- WORK TO BE COMPLETED
Images are to be left out when the records below are printed word for word.
___ RECORDS SHOWN
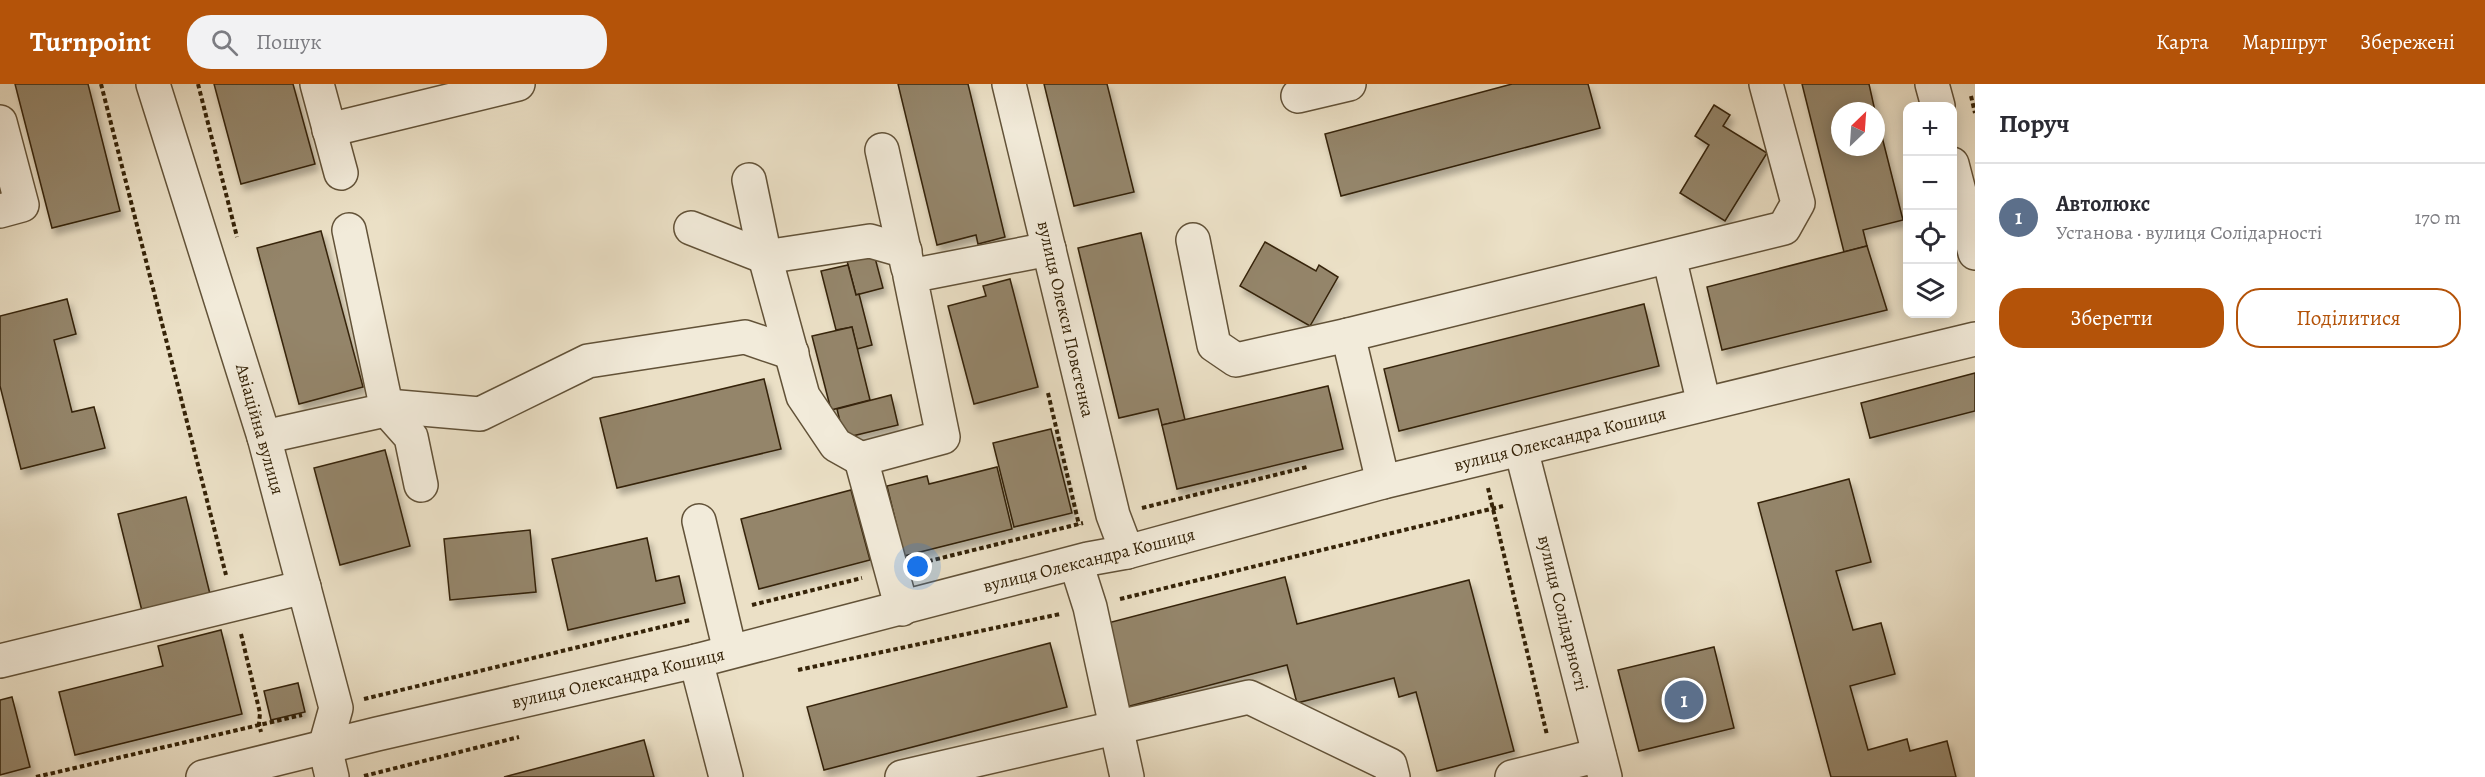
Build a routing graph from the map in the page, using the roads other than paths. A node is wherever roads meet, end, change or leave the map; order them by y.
1 (153, 84) edge
2 (317, 84) edge
3 (518, 84) edge
4 (1009, 84) edge
5 (1349, 84) edge
6 (1766, 84) edge
7 (1932, 84) edge
8 (1298, 96) dead end
9 (1937, 102) edge
10 (0, 122) edge
11 (329, 130) junction
12 (882, 150) dead end
13 (341, 173) dead end
14 (749, 180) dead end
15 (1957, 180) edge
16 (0, 211) edge
17 (691, 228) dead end
18 (349, 230) dead end
19 (1193, 240) dead end
20 (1049, 249) junction
21 (1975, 253) edge
22 (765, 257) junction
23 (1669, 257) junction
24 (908, 263) junction
25 (1348, 335) junction
26 (1975, 339) edge
27 (792, 353) junction
28 (1704, 404) junction
29 (387, 410) junction
30 (264, 437) junction
31 (1521, 449) junction
32 (861, 459) junction
33 (1383, 482) junction
34 (421, 485) dead end
35 (699, 521) dead end
36 (1127, 552) junction
37 (1076, 563) junction
38 (304, 586) junction
39 (902, 609) junction
40 (730, 651) junction
41 (0, 661) edge
42 (696, 661) junction
43 (1116, 729) junction
44 (329, 762) edge
45 (1602, 766) edge
46 (970, 770) edge
47 (203, 777) edge
48 (726, 777) edge
49 (902, 777) edge
50 (1127, 777) edge
51 (1393, 777) edge
52 (1512, 777) edge

1 - 30 street, Авіаційна вулиця
2 - 11 street
3 - 11 street
4 - 20 street, вулиця Олекси Повстенка
5 - 8 street
6 - 23 street
7 - 9 street
10 - 16 street
11 - 13 street
12 - 24 street
14 - 22 street
15 - 21 street
17 - 22 street
18 - 29 street
19 - 25 street
20 - 24 street
20 - 36 street, вулиця Олекси Повстенка
22 - 24 street
22 - 27 street
23 - 25 street
23 - 28 street
24 - 32 street
25 - 33 street
26 - 28 street, вулиця Олександра Кошиця
27 - 29 street
27 - 32 street
28 - 31 street, вулиця Олександра Кошиця
29 - 30 street
29 - 34 street
30 - 38 street, Авіаційна вулиця
31 - 33 street, вулиця Олександра Кошиця
31 - 45 street, вулиця Солідарності
32 - 39 street
33 - 36 street, вулиця Олександра Кошиця
35 - 40 street
36 - 37 street, вулиця Олександра Кошиця
37 - 39 street, вулиця Олександра Кошиця
37 - 43 street
38 - 41 street
38 - 44 street, Авіаційна вулиця
39 - 40 street, вулиця Олександра Кошиця
40 - 42 street, вулиця Олександра Кошиця
42 - 44 street, вулиця Олександра Кошиця
42 - 48 street
43 - 46 street
43 - 50 street
43 - 51 street
44 - 47 street, вулиця Олександра Кошиця
45 - 52 street
46 - 49 street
______
- YOUR SOLUTION
Build a routing graph from the map in the page, using the roads other than paths. A node is wherever roads meet, end, change or leave the map; order them by y.
1 (153, 84) edge
2 (317, 84) edge
3 (518, 84) edge
4 (1009, 84) edge
5 (1349, 84) edge
6 (1766, 84) edge
7 (1932, 84) edge
8 (1298, 96) dead end
9 (1937, 102) edge
10 (0, 122) edge
11 (329, 130) junction
12 (882, 150) dead end
13 (341, 173) dead end
14 (749, 180) dead end
15 (1957, 180) edge
16 (0, 211) edge
17 (691, 228) dead end
18 (349, 230) dead end
19 (1193, 240) dead end
20 (1049, 249) junction
21 (1975, 253) edge
22 (765, 257) junction
23 (1669, 257) junction
24 (908, 263) junction
25 (1348, 335) junction
26 (1975, 339) edge
27 (792, 353) junction
28 (1704, 404) junction
29 (387, 410) junction
30 (264, 437) junction
31 (1521, 449) junction
32 (861, 459) junction
33 (1383, 482) junction
34 (421, 485) dead end
35 (699, 521) dead end
36 (1127, 552) junction
37 (1076, 563) junction
38 (304, 586) junction
39 (902, 609) junction
40 (730, 651) junction
41 (0, 661) edge
42 (696, 661) junction
43 (1116, 729) junction
44 (329, 762) edge
45 (1602, 766) edge
46 (970, 770) edge
47 (203, 777) edge
48 (726, 777) edge
49 (902, 777) edge
50 (1127, 777) edge
51 (1393, 777) edge
52 (1512, 777) edge

1 - 30 street, Авіаційна вулиця
2 - 11 street
3 - 11 street
4 - 20 street, вулиця Олекси Повстенка
5 - 8 street
6 - 23 street
7 - 9 street
10 - 16 street
11 - 13 street
12 - 24 street
14 - 22 street
15 - 21 street
17 - 22 street
18 - 29 street
19 - 25 street
20 - 24 street
20 - 36 street, вулиця Олекси Повстенка
22 - 24 street
22 - 27 street
23 - 25 street
23 - 28 street
24 - 32 street
25 - 33 street
26 - 28 street, вулиця Олександра Кошиця
27 - 29 street
27 - 32 street
28 - 31 street, вулиця Олександра Кошиця
29 - 30 street
29 - 34 street
30 - 38 street, Авіаційна вулиця
31 - 33 street, вулиця Олександра Кошиця
31 - 45 street, вулиця Солідарності
32 - 39 street
33 - 36 street, вулиця Олександра Кошиця
35 - 40 street
36 - 37 street, вулиця Олександра Кошиця
37 - 39 street, вулиця Олександра Кошиця
37 - 43 street
38 - 41 street
38 - 44 street, Авіаційна вулиця
39 - 40 street, вулиця Олександра Кошиця
40 - 42 street, вулиця Олександра Кошиця
42 - 44 street, вулиця Олександра Кошиця
42 - 48 street
43 - 46 street
43 - 50 street
43 - 51 street
44 - 47 street, вулиця Олександра Кошиця
45 - 52 street
46 - 49 street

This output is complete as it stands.